Reviews and Features

Bells collage (2)

"A fascinating story of a monument hidden in plain sight. It is as a work of writing that the book stands out-a work of feeling. Bells for America is a meditation on human society, on its failures and blunders and hopes. Almost always inharmonious, such a society still dreams of making perfect sounds."
- Alexander Nemerov, Carl and Marilynn Thoma Provostial Professor in the Arts and Humanities, Stanford University

"A great accomplishment of Oostdijk's history is to reveal the passions and machinations behind the carillon's deceptive simplicity. It is the rare piece of architecture writing that exposes what you can't see simply by looking at the work."
- Bradford McKee, Landscape Architecture Magazine

"Oostdijk's book recounts the bumpy ride of the Netherlands Carillon. In Washington, nothing that big and prominent is without controversy." - John Kelly, The Washington Post

“This cultural history, ostensibly on the esoteric subject of building a Dutch carillon in the U.S. capital, is also a first-rate diplomatic history book. Diederik Oostdijk uses his nation’s gift of gratitude for exploring America’s confusing Cold War policies. More importantly the physical well-being of this carillon – a musical instrument of fifty mostly dissonant bells housed in a modernist steel tower – serves as symbol for the geopolitical ups and downs in the post-World War era.” - Verena B. Drake, Journal of American History

"Bells for America presents a sophisticated interdisciplinary analysis, neatly combined with lively anecdotes as well as some more personal reflections. The book is visually appealing and well illustrated while the writing generally flows smoothly from the pages through colorful prose. It provides valuable contributions not just to the specific history of Dutch-American relations, but to broader academic debates about the role of monuments and commemorations, gift giving and expressions of gratitude – and the vital role of non-state actors in this context – as part of the broader diplomatic process." - Albertine Bloemendal, Diplomatica: A Journal of Diplomacy and Society

Diederik Oostdijk

Bells for America

The Cold War, Modernism, and the Netherlands Carillon in Arlington

The Netherlands Carillon stands out in the American memorial landscape. Situated between Arlington National Cemetery and the Marine Corps War Memorial, the modernist bell tower is at odds with its surroundings, much in the same way that its prominent place is at odds with its absence in American memory.

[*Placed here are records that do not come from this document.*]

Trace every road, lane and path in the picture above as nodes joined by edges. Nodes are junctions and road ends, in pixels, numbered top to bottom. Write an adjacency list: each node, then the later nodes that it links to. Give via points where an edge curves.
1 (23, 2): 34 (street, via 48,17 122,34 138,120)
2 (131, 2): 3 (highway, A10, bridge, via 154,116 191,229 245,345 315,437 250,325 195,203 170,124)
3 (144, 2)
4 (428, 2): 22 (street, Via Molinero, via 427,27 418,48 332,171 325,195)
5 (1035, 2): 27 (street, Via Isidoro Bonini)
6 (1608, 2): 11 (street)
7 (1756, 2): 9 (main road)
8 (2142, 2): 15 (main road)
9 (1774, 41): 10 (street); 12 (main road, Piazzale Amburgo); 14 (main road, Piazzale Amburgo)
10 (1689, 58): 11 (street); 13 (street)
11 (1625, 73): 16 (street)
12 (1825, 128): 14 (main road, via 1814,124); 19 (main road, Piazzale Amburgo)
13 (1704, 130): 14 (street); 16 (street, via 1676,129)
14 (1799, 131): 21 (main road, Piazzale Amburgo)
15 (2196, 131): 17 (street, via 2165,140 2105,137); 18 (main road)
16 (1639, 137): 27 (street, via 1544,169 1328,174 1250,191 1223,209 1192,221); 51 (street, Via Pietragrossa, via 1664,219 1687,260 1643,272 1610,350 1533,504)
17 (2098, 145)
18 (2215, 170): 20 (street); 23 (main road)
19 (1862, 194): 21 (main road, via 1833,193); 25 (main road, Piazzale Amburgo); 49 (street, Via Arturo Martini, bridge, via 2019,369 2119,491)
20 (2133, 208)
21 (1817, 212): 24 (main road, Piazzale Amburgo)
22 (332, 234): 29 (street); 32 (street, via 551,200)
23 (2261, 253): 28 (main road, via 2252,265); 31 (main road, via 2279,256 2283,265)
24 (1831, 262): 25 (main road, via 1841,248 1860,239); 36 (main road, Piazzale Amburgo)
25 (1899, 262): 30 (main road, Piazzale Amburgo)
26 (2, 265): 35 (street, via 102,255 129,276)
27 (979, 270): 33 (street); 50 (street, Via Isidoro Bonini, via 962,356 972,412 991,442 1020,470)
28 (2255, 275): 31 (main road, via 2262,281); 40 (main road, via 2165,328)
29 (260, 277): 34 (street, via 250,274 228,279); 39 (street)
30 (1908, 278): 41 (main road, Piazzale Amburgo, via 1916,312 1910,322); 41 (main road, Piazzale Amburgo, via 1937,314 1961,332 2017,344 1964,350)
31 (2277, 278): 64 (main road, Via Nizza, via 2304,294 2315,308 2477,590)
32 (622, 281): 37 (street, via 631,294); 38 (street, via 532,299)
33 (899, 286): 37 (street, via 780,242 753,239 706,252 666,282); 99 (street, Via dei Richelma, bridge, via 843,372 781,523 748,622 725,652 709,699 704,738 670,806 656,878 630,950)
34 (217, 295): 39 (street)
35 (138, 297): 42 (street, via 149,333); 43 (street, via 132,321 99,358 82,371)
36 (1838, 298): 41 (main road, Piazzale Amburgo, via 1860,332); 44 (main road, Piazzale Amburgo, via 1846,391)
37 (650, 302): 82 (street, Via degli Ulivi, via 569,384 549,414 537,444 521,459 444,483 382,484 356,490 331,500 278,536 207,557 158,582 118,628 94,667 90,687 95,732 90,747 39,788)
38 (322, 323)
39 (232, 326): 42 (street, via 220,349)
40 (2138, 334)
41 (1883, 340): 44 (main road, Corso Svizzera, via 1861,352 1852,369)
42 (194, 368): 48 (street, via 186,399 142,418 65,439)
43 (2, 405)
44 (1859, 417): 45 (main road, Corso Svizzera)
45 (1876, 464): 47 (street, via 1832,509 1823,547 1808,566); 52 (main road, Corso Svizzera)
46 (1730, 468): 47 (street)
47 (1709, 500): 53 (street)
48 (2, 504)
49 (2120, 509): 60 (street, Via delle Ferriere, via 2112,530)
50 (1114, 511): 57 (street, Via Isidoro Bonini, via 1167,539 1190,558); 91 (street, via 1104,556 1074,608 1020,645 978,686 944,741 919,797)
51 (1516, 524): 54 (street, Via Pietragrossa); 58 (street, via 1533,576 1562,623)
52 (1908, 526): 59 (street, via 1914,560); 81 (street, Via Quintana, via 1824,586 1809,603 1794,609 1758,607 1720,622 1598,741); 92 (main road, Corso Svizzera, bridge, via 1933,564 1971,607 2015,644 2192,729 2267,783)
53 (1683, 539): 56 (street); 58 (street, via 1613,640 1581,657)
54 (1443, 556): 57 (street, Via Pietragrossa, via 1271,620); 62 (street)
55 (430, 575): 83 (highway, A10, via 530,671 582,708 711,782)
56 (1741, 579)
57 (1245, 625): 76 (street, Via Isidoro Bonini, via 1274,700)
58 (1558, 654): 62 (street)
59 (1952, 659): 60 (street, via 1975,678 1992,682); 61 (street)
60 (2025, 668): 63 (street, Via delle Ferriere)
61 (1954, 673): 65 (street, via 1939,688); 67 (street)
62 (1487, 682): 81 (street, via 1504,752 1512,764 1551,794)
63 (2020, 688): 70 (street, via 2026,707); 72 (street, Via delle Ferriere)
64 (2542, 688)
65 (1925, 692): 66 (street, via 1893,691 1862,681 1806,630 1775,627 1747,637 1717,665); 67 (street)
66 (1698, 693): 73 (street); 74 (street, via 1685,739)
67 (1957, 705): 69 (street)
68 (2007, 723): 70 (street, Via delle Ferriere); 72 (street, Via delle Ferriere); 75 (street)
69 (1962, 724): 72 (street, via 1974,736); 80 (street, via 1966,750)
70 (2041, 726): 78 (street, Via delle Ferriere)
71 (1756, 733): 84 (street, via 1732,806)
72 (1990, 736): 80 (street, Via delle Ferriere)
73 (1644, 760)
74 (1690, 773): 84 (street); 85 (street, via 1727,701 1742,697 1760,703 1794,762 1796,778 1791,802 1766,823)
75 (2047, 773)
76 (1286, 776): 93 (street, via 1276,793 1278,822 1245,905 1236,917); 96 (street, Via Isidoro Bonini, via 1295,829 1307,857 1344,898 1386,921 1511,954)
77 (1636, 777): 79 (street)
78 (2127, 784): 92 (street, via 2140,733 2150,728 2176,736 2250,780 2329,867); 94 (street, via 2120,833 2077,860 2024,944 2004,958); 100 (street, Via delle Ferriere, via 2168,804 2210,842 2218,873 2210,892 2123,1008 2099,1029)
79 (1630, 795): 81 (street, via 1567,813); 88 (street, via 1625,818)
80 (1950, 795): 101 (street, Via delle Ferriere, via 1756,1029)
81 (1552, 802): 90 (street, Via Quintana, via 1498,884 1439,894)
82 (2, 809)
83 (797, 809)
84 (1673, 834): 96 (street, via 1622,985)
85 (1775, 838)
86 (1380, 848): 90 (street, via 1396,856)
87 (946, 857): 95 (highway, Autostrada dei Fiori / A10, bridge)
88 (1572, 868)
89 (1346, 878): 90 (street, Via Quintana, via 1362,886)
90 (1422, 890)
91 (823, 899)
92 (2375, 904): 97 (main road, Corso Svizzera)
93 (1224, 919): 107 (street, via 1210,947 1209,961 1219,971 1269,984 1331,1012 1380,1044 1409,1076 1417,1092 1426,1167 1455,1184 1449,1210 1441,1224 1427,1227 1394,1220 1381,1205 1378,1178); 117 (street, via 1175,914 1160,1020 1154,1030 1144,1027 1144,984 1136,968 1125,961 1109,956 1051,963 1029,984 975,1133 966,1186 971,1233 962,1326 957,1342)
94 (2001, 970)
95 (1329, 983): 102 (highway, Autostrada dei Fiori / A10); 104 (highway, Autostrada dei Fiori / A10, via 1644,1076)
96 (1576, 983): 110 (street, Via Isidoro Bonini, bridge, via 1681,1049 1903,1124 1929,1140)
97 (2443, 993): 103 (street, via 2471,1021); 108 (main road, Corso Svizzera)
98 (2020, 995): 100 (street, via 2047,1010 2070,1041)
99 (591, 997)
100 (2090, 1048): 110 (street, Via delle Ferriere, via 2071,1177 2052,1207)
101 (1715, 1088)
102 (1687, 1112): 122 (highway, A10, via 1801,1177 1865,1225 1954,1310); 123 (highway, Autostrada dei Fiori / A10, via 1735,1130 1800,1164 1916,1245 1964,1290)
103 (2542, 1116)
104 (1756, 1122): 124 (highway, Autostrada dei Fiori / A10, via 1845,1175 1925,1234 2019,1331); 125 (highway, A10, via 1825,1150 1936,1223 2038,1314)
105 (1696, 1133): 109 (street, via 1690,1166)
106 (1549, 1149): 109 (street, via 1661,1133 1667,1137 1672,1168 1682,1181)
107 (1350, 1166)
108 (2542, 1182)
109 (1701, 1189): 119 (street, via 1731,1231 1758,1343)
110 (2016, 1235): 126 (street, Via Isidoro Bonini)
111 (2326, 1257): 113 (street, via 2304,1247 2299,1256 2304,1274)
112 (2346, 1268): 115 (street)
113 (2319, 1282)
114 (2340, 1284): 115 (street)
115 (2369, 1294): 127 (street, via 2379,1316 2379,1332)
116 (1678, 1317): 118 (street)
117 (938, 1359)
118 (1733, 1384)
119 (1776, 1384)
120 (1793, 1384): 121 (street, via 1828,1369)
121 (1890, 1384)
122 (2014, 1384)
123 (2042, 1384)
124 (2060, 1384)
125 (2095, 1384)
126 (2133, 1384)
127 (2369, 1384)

Given to the United States in the 1950s by the Dutch government for America's role in the Dutch liberation during World War II and for the Marshall Plan aid, the carillon owes its conspicuous placement to the Cold War. Diederik Oostdijk traces the history of this monument, from the pageantry surrounding its presentation through its fall into disrepair and plans for its renewal. In so doing, he resolves the paradox of the carillon's placement in Arlington.

Interweaving art history, campanology, landscape architecture, literature, musicology, and diplomatic history, Bells for America recounts how the Netherlands and the United States reconstructed their national identities and fostered an international relationship in the postwar era through public art.

-- AVAILABLE ONLY IN THE BENELUX REGION (Belgium, the Netherlands and Luxembourg). For customers based in the U.K., U.S. and Canada, and Rest of World, please refer to the Penn State University Press edition (2019). --

Diederik Oostdijk

Diederik Oostdijk is Professor of English Literature at Vrije Universiteit Amsterdam. He is the author of Among the Nightmare Fighters: American Poets of World War II (2011).